The museum's outreach efforts included:

The Mobile Met Science Outreach program, which visited schools, YMCA groups, day care facilities and summer school programs from Los Baños to Visalia and provided free hands-on science lessons inspired by the California Science Standards for children in kindergarten though sixth grade.

The Docent Outreach Project which allowed teachers in grades 1 through 3 to take advantage of the Met's programming without traveling to the museum. The program's lessons were one hour long and featured hands-on art instruction.

Visual Thinking Strategies (VTS), which used art to teach critical thinking, communication skills and visual literacy. These lessons were provided in English, Spanish and Hmong, free of charge to schools.

The Met on the Move program, which debuted on October 13, 2008, included its mobile outreach vehicle, the Met on the Move, which provided hands-on activities and lessons in art and science to elementary schools in and around the Central San Joaquin Valley.
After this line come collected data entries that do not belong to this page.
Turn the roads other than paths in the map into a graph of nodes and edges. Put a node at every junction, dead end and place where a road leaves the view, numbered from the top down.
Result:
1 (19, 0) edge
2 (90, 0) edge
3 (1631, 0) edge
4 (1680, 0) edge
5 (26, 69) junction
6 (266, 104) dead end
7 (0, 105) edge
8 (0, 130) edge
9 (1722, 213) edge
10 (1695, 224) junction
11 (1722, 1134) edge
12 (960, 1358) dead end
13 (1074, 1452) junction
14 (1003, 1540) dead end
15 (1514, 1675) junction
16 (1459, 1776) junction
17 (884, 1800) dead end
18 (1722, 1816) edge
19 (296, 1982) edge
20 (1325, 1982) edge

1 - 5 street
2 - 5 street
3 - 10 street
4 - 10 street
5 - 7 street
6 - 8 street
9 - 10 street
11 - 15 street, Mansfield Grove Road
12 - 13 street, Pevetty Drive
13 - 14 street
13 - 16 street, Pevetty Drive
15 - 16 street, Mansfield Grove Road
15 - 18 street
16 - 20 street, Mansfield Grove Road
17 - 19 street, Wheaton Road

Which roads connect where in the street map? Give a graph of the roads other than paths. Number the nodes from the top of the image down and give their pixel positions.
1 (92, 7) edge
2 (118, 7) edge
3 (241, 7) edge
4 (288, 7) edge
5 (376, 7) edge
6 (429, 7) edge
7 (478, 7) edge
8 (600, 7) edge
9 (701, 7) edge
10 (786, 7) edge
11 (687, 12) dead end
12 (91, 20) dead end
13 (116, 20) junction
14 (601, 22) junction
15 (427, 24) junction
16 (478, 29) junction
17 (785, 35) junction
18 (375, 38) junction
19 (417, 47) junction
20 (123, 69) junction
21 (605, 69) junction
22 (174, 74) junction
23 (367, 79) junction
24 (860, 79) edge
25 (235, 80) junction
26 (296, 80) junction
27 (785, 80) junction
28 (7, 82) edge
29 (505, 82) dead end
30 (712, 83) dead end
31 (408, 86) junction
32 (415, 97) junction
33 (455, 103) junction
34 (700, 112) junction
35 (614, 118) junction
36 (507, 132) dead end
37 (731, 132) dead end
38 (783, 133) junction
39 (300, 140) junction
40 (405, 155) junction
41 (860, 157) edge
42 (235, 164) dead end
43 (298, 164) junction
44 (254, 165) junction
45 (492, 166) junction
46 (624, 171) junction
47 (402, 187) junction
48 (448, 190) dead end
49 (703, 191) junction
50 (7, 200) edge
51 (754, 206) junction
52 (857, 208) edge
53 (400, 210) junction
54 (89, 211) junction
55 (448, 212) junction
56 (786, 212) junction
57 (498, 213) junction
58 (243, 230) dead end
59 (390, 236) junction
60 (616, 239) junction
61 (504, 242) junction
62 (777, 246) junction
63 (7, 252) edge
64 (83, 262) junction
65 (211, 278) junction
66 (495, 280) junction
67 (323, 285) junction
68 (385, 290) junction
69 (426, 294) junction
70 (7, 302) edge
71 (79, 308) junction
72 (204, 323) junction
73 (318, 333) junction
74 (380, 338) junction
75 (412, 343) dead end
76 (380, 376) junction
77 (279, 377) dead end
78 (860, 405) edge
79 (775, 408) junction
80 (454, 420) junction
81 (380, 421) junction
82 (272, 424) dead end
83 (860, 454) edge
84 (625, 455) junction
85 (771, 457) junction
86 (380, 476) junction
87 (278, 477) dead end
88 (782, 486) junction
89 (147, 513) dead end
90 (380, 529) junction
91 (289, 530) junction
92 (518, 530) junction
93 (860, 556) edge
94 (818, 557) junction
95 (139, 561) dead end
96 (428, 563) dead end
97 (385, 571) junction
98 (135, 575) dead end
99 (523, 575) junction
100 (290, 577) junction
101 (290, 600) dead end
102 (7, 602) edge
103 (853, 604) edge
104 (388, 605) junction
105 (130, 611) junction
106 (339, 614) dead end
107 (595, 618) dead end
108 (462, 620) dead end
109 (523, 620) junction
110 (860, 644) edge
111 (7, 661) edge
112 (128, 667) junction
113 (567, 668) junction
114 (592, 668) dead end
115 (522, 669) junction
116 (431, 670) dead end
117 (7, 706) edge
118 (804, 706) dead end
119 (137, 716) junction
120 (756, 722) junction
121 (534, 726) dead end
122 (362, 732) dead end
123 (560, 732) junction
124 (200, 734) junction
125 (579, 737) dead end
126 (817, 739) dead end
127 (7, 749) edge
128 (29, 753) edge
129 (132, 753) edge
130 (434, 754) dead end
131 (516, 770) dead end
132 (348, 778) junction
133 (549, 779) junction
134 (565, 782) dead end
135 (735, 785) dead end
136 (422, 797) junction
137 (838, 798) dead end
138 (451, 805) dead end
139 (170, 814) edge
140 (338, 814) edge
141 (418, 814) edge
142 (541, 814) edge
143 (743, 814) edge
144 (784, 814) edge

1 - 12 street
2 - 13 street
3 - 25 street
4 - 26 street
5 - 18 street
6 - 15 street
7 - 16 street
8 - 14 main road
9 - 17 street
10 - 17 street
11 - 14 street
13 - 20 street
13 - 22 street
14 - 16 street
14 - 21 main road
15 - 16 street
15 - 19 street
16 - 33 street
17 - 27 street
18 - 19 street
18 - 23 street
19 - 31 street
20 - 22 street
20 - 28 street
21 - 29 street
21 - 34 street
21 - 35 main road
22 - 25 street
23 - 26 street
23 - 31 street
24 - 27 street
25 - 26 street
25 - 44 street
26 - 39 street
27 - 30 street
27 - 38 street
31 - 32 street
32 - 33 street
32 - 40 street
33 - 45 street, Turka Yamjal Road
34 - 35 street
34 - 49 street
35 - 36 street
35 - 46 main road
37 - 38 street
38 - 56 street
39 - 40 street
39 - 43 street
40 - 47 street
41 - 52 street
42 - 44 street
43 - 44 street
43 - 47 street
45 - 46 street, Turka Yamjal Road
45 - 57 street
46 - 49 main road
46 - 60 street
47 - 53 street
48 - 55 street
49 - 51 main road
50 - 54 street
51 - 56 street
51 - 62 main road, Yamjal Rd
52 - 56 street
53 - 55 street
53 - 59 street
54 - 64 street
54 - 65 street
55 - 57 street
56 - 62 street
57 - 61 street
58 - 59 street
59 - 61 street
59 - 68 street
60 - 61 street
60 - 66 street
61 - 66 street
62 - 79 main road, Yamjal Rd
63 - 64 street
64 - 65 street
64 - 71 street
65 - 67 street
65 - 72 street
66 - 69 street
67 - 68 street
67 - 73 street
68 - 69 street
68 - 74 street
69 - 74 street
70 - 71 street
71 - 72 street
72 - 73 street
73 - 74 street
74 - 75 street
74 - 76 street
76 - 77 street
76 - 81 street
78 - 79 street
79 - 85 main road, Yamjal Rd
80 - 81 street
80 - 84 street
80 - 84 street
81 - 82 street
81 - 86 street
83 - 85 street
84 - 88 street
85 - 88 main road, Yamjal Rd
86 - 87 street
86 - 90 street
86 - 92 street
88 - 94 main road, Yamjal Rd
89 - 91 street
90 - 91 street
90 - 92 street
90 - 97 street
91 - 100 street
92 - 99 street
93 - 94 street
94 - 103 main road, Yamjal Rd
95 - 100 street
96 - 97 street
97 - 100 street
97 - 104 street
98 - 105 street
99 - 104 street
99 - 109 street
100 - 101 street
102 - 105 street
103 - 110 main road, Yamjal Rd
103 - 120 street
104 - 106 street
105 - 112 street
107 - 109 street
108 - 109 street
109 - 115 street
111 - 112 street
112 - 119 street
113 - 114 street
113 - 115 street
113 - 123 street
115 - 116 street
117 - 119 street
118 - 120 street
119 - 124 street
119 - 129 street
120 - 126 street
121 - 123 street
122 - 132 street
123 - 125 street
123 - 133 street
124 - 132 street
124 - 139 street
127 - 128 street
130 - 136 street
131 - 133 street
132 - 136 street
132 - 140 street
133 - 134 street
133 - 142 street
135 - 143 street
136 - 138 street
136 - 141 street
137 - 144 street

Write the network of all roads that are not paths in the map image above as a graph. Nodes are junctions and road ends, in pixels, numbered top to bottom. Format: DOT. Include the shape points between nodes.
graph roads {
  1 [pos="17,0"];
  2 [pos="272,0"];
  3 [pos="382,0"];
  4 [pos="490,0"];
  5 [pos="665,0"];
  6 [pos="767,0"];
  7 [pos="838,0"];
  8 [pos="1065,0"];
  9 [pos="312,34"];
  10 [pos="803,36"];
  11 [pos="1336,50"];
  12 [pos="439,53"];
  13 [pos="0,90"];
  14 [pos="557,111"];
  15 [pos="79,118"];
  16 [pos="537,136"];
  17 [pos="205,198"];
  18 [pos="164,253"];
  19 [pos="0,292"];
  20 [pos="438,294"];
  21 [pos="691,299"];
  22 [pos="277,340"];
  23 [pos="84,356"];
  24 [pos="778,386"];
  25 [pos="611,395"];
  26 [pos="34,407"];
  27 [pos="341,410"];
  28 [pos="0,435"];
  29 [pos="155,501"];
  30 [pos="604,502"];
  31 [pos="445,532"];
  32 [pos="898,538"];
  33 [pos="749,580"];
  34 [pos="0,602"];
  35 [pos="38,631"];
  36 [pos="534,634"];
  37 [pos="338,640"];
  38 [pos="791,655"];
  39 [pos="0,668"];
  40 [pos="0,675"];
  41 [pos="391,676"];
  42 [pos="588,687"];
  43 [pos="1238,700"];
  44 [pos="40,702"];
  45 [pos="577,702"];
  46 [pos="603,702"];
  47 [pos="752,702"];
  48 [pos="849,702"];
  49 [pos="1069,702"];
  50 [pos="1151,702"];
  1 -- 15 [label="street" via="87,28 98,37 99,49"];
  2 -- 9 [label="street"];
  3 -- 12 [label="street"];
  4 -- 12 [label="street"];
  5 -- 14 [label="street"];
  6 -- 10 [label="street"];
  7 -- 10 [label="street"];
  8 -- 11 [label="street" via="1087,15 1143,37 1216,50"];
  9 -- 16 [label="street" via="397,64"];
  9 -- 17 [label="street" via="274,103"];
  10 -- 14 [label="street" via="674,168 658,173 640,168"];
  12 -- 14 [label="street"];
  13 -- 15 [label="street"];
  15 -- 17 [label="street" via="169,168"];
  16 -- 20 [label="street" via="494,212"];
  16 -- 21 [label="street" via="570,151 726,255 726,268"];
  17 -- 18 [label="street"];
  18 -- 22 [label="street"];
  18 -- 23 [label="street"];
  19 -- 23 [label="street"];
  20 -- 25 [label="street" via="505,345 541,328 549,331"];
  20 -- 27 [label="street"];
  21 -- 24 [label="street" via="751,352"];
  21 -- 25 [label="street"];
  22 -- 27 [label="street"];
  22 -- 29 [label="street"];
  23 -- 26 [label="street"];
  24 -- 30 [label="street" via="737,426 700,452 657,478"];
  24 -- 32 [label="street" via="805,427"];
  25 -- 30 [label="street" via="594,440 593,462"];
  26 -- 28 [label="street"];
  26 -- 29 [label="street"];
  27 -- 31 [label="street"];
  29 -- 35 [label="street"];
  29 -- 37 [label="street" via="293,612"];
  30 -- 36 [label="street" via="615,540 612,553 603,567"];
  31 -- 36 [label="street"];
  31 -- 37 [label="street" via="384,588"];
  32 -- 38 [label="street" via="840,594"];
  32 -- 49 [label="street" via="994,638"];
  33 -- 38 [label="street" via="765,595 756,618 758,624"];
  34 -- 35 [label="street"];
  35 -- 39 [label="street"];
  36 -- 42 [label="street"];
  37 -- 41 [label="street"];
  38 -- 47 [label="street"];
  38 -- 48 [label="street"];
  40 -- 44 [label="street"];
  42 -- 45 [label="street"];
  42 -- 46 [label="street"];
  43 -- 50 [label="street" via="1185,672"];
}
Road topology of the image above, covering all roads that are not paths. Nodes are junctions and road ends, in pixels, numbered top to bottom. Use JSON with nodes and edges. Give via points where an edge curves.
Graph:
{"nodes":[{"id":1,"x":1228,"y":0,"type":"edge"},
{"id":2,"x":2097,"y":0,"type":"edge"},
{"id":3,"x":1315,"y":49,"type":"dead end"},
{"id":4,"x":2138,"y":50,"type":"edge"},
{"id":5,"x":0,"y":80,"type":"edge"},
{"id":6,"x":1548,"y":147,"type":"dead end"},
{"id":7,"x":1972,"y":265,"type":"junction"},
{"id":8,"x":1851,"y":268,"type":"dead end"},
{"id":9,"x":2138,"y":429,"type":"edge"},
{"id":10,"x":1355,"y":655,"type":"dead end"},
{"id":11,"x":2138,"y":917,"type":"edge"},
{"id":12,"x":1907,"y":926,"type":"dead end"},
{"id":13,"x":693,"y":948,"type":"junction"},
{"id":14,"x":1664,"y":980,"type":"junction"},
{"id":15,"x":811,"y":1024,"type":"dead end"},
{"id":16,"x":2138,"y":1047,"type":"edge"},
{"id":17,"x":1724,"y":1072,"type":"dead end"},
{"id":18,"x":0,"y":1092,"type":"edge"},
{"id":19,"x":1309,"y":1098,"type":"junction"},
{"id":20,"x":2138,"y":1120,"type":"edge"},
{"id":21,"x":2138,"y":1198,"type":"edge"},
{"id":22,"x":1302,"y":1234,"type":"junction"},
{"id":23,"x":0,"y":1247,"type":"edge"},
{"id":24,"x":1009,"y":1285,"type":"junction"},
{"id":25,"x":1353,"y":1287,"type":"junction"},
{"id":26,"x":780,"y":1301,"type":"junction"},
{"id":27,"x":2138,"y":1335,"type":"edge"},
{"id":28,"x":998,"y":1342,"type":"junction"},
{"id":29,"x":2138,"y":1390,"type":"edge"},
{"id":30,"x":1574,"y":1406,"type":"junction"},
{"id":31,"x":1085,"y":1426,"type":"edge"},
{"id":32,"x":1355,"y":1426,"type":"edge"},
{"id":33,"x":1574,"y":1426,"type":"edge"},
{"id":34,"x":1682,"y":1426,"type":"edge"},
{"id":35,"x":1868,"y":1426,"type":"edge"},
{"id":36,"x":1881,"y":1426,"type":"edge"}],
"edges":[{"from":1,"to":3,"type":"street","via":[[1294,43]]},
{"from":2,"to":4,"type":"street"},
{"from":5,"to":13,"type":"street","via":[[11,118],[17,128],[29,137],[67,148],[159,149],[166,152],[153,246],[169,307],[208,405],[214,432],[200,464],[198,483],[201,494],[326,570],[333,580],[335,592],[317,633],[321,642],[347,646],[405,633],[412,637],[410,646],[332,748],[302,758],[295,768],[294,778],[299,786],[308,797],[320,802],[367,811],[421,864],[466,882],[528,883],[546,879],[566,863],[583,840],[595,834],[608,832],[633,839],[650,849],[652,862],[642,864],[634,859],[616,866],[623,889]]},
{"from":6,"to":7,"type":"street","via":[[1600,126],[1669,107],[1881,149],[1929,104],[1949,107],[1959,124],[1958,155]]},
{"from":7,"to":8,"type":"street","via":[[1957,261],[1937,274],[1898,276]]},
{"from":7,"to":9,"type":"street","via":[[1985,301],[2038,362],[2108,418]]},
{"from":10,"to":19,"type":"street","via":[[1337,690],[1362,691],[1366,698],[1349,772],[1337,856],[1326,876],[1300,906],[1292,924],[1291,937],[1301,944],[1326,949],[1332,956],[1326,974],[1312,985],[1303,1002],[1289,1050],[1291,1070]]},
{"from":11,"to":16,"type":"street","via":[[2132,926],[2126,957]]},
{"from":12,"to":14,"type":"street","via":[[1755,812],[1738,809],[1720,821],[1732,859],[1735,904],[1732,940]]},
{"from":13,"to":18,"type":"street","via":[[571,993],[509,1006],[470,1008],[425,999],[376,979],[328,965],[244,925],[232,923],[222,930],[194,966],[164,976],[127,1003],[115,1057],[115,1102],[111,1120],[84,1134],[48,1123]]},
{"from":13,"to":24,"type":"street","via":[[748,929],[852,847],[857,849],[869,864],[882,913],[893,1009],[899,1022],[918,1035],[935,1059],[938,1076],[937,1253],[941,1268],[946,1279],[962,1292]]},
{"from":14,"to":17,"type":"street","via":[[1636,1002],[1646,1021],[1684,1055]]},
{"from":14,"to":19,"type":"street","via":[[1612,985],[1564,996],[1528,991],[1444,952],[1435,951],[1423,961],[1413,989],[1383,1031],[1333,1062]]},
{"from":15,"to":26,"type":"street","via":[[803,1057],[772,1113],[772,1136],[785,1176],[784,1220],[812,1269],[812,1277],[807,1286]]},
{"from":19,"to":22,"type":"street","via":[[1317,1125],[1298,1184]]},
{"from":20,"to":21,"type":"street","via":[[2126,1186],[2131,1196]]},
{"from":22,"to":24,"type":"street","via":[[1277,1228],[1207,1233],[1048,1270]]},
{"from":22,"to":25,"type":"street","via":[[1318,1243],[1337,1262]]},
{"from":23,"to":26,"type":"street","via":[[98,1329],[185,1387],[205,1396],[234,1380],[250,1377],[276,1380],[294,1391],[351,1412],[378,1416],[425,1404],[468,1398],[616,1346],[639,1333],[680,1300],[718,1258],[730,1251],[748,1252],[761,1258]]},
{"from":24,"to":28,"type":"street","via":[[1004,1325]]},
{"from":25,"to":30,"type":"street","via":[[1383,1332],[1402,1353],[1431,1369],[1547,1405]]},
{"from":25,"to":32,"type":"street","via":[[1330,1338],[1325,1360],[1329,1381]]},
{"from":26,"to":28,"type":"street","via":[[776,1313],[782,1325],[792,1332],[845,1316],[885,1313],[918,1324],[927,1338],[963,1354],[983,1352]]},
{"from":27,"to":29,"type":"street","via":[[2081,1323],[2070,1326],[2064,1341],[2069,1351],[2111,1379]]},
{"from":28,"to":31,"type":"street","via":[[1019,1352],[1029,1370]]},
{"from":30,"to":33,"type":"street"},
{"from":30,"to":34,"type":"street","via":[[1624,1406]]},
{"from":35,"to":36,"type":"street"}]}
The Met on the Move was the latest addition to the City of Fresno's Department of Parks After School, Recreation & Community Services Mobile Fleet.

==CMAC==
Following the closure of the museum, the city of Fresno took possession of the property. After standing vacant for two years, a new public access station, Community Media Access Collaborative moved into the second floor of the building in April, 2012. As part of their public access mission, they continue to show art from local artists. The other floors remain unoccupied.